Der Schalterbeamte braucht ganze 30 sec zum Ausstellen der Tagesrückfahrkarte. So erreiche ich
den in 3 Minuten(um 8:00 Uhr) fahrenden Intertcity nach Casablanca. Die Züge fahren auf dieser Strecke im
Stundentakt (während der Rush-Hour sogar halbstündig) und sind durchweg gut besetzt.
Vom Hafenbahnhof in Casablanca eile ich zuerst an der Medina vorbei zur großen Moschee.
Diese ist 1993 von König Hassan fertigesetellt worden, liegt wunderschön auf einer
(angeschütteten) Terrasse über dem Meer. Es ist die zweitgrößte Moschee im Islam (nur von
Mekka übertroffen).
Die Touristenführung soll 100 Derham (= 20 DM !) kosten. Soviel habe ich nicht mehr, daher
schaue ich mir intensiv nur die beeindruckende Außenanlage an. Der Turm ist mit 200 m das
höchste religiöse Gebäude der Welt...
Auf dem Rückweg schlendere ich durch die Gassen der Altstadt - auch hier reges Basartreiben.
Zur Mitagspause suche ich einen der Parks in der Innenstadt. Sie sind großzügig angelegt und
laden trotz starkem innerstädtischen Verkehr zum Verweilen ein. Großzügige Verwaltungsgebäude
grenzen an die Alleen.
Auf dem Weg in die Außenbezirke komme ich vorbei an reichen Villen meist im Bauhausstil...

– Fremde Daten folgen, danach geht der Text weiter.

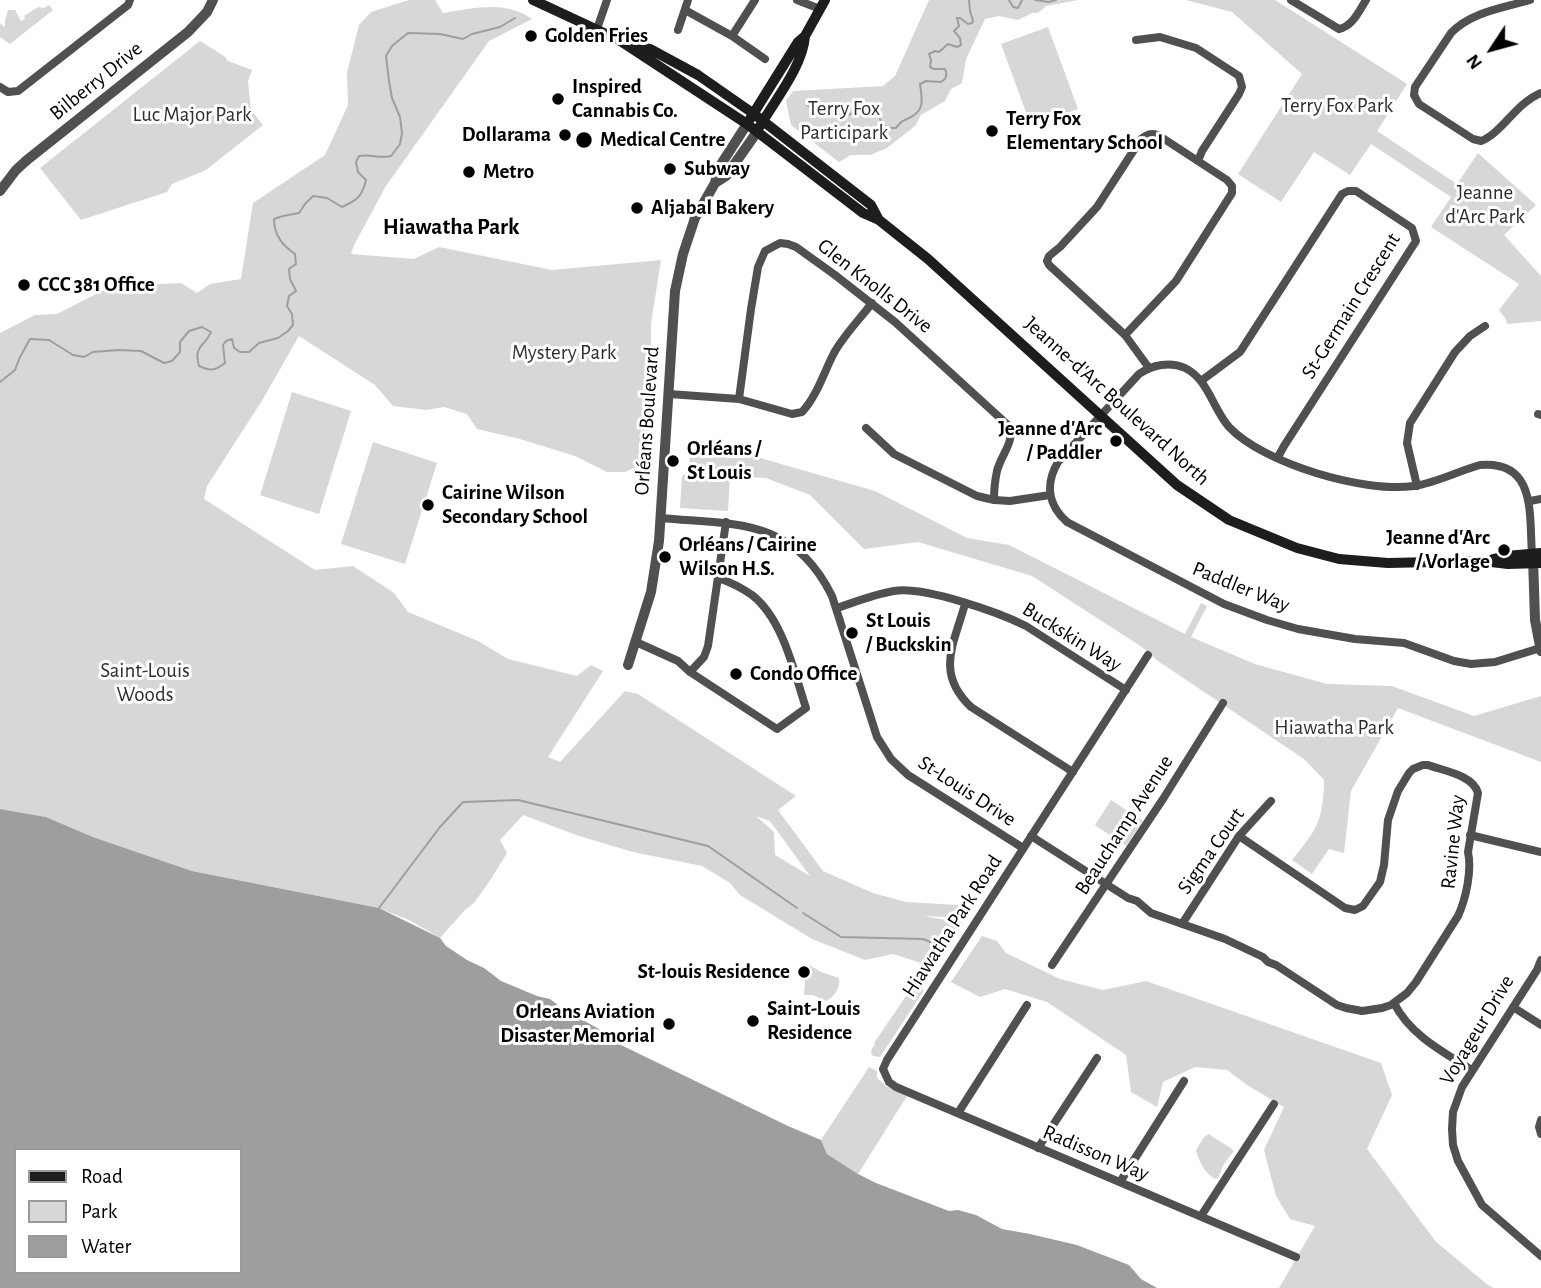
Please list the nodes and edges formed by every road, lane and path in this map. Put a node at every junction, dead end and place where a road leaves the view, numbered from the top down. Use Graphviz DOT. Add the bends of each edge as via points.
graph roads {
  1 [pos="130,0"];
  2 [pos="213,0"];
  3 [pos="533,0"];
  4 [pos="607,0"];
  5 [pos="688,0"];
  6 [pos="755,0"];
  7 [pos="797,0"];
  8 [pos="1291,0"];
  9 [pos="1366,0"];
  10 [pos="1530,0"];
  11 [pos="822,4"];
  12 [pos="685,10"];
  13 [pos="597,30"];
  14 [pos="678,30"];
  15 [pos="732,36"];
  16 [pos="1136,40"];
  17 [pos="765,59"];
  18 [pos="0,87"];
  19 [pos="1541,93"];
  20 [pos="755,123"];
  21 [pos="1198,161"];
  22 [pos="0,191"];
  23 [pos="872,303"];
  24 [pos="1485,326"];
  25 [pos="1125,335"];
  26 [pos="1149,368"];
  27 [pos="1201,381"];
  28 [pos="668,394"];
  29 [pos="739,399"];
  30 [pos="1101,415"];
  31 [pos="866,428"];
  32 [pos="1278,457"];
  33 [pos="1417,485"];
  34 [pos="1050,495"];
  35 [pos="1541,499"];
  36 [pos="994,500"];
  37 [pos="1530,501"];
  38 [pos="661,517"];
  39 [pos="726,522"];
  40 [pos="1537,558"];
  41 [pos="718,578"];
  42 [pos="965,604"];
  43 [pos="837,608"];
  44 [pos="636,642"];
  45 [pos="1540,649"];
  46 [pos="1148,655"];
  47 [pos="628,665"];
  48 [pos="690,672"];
  49 [pos="1126,690"];
  50 [pos="1223,703"];
  51 [pos="1073,772"];
  52 [pos="1271,801"];
  53 [pos="1470,835"];
  54 [pos="1031,836"];
  55 [pos="1239,836"];
  56 [pos="1023,848"];
  57 [pos="1541,852"];
  58 [pos="1106,884"];
  59 [pos="1182,924"];
  60 [pos="1541,960"];
  61 [pos="1052,965"];
  62 [pos="1394,1003"];
  63 [pos="1027,1005"];
  64 [pos="1513,1007"];
  65 [pos="1541,1025"];
  66 [pos="1097,1058"];
  67 [pos="1472,1070"];
  68 [pos="886,1077"];
  69 [pos="1184,1081"];
  70 [pos="1274,1104"];
  71 [pos="958,1112"];
  72 [pos="1541,1121"];
  73 [pos="1541,1134"];
  74 [pos="1038,1148"];
  75 [pos="1120,1182"];
  76 [pos="1200,1216"];
  77 [pos="1541,1256"];
  78 [pos="1296,1257"];
  1 -- 18 [label="street" via="18,91"];
  2 -- 22 [label="street, Bilberry Drive" via="188,32 20,166"];
  3 -- 13 [label="main road, Jeanne-d'Arc Boulevard North"];
  4 -- 13 [label="street"];
  5 -- 12 [label="street"];
  6 -- 15 [label="street"];
  7 -- 11 [label="street"];
  8 -- 9 [label="street" via="1339,29 1352,22"];
  10 -- 19 [label="street" via="1470,18 1457,27 1414,95 1419,104 1480,141"];
  11 -- 20 [label="main road, Orléans Boulevard" via="794,68"];
  12 -- 14 [label="street"];
  12 -- 15 [label="street"];
  13 -- 20 [label="main road, Jeanne-d'Arc Boulevard North"];
  15 -- 17 [label="street"];
  16 -- 21 [label="street" via="1160,37 1196,48 1239,76 1239,94"];
  20 -- 28 [label="street, Orléans Boulevard" via="718,169 695,218 675,291"];
  20 -- 30 [label="main road, Jeanne-d'Arc Boulevard North" via="871,205 879,220"];
  21 -- 25 [label="street" via="1227,180 1232,193 1175,281"];
  21 -- 25 [label="street" via="1158,135 1147,134 1097,206 1049,256 1049,265"];
  23 -- 29 [label="street" via="836,350 802,412 792,414"];
  23 -- 29 [label="street, Glen Knolls Drive" via="796,247 780,243 765,251 754,289"];
  23 -- 36 [label="street, Glen Knolls Drive" via="1010,427"];
  24 -- 33 [label="street" via="1455,352 1410,423 1407,443"];
  25 -- 26 [label="street"];
  26 -- 27 [label="street" via="1179,366"];
  26 -- 30 [label="street"];
  27 -- 32 [label="street" via="1230,427"];
  27 -- 32 [label="street, St-Germain Crescent" via="1240,352 1342,194 1356,191 1412,228 1416,241"];
  28 -- 29 [label="street"];
  28 -- 38 [label="street, Orléans Boulevard"];
  30 -- 34 [label="street" via="1058,462"];
  30 -- 40 [label="main road, Jeanne-d'Arc Boulevard North" via="1177,485 1229,520 1297,548 1364,562"];
  31 -- 36 [label="street" via="894,454 968,492"];
  32 -- 33 [label="street" via="1353,482"];
  33 -- 37 [label="street" via="1489,464 1518,478"];
  34 -- 36 [label="street"];
  34 -- 45 [label="street, Paddler Way" via="1067,522 1208,596 1267,620 1318,634 1404,643 1471,664"];
  35 -- 37 [label="street"];
  37 -- 40 [label="street"];
  38 -- 39 [label="street, St-Louis Drive"];
  38 -- 44 [label="street, Orléans Boulevard" via="651,592"];
  39 -- 41 [label="street"];
  39 -- 43 [label="street, St-Louis Drive" via="772,534 800,552 822,578"];
  40 -- 45 [label="street" via="1535,620"];
  41 -- 48 [label="street" via="708,646"];
  41 -- 48 [label="street" via="763,606 784,642 806,708 776,729"];
  42 -- 43 [label="street, Buckskin Way" via="904,590"];
  42 -- 49 [label="street, Buckskin Way" via="1026,626"];
  42 -- 51 [label="street" via="950,654 955,688 971,707"];
  43 -- 56 [label="street, St-Louis Drive" via="886,752 908,775"];
  44 -- 47 [label="street, Orléans Boulevard"];
  44 -- 48 [label="street" via="678,661"];
  46 -- 49 [label="street, Hiawatha Park Road"];
  49 -- 51 [label="street, Hiawatha Park Road"];
  50 -- 58 [label="street, Beauchamp Avenue"];
  51 -- 54 [label="street, Hiawatha Park Road"];
  52 -- 55 [label="street, Sigma Court"];
  53 -- 55 [label="street, Ravine Way" via="1477,788 1464,778 1428,765 1413,769 1398,791 1388,820 1380,882 1363,906 1352,910"];
  53 -- 57 [label="street"];
  53 -- 62 [label="street, Ravine Way" via="1463,905 1416,982"];
  54 -- 56 [label="street, Hiawatha Park Road"];
  54 -- 58 [label="street"];
  55 -- 59 [label="street, Sigma Court"];
  56 -- 68 [label="street, Hiawatha Park Road" via="887,1060"];
  58 -- 59 [label="street" via="1151,913"];
  58 -- 61 [label="street, Beauchamp Avenue"];
  59 -- 62 [label="street" via="1259,955 1346,1008 1368,1011"];
  60 -- 64 [label="street, Voyageur Drive"];
  62 -- 67 [label="street" via="1420,1036"];
  63 -- 71 [label="street"];
  64 -- 65 [label="street"];
  64 -- 67 [label="street, Voyageur Drive"];
  66 -- 74 [label="street"];
  67 -- 77 [label="street, Voyageur Drive" via="1453,1112 1451,1129 1458,1161 1482,1205"];
  68 -- 71 [label="street, Radisson Way" via="896,1087"];
  69 -- 75 [label="street"];
  70 -- 76 [label="street"];
  71 -- 74 [label="street, Radisson Way"];
  72 -- 73 [label="street"];
  74 -- 75 [label="street, Radisson Way"];
  75 -- 76 [label="street, Radisson Way"];
  76 -- 78 [label="street, Radisson Way"];
}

In Casablanca finde ich zum erstenmal ein richtiges Warenhaus: Vor allem französische Produkte
werden angeboten, Bücher zu absolouten Dumpingpreisen.
Am Mittwochmorgen startet der Bus nach Frankfurt um 10:00 Uhr. Zunächst muss das Gepäck
entsprechend reduziert werden. Der letzte Weg mit dem Rad führt wieder zum Busbahnhof. Dort
wird das gesamte Gepäck incl. Fahrrad auf die Waage gelegt. Ich zahle nur für 15 kg Übergepäck
umgerechnmet 45 DM, keine Sondergebühr fürs Fahrrad.
Gegen 10:30 Uhr kommt endlich der Bus aus Casablanca, ein moderner, vollkllimatisierter
Volvo-Bus mit drei Fahrern. Das Fahrrad verschwindet fast aufrecht ium Gepäckbauch des Busses.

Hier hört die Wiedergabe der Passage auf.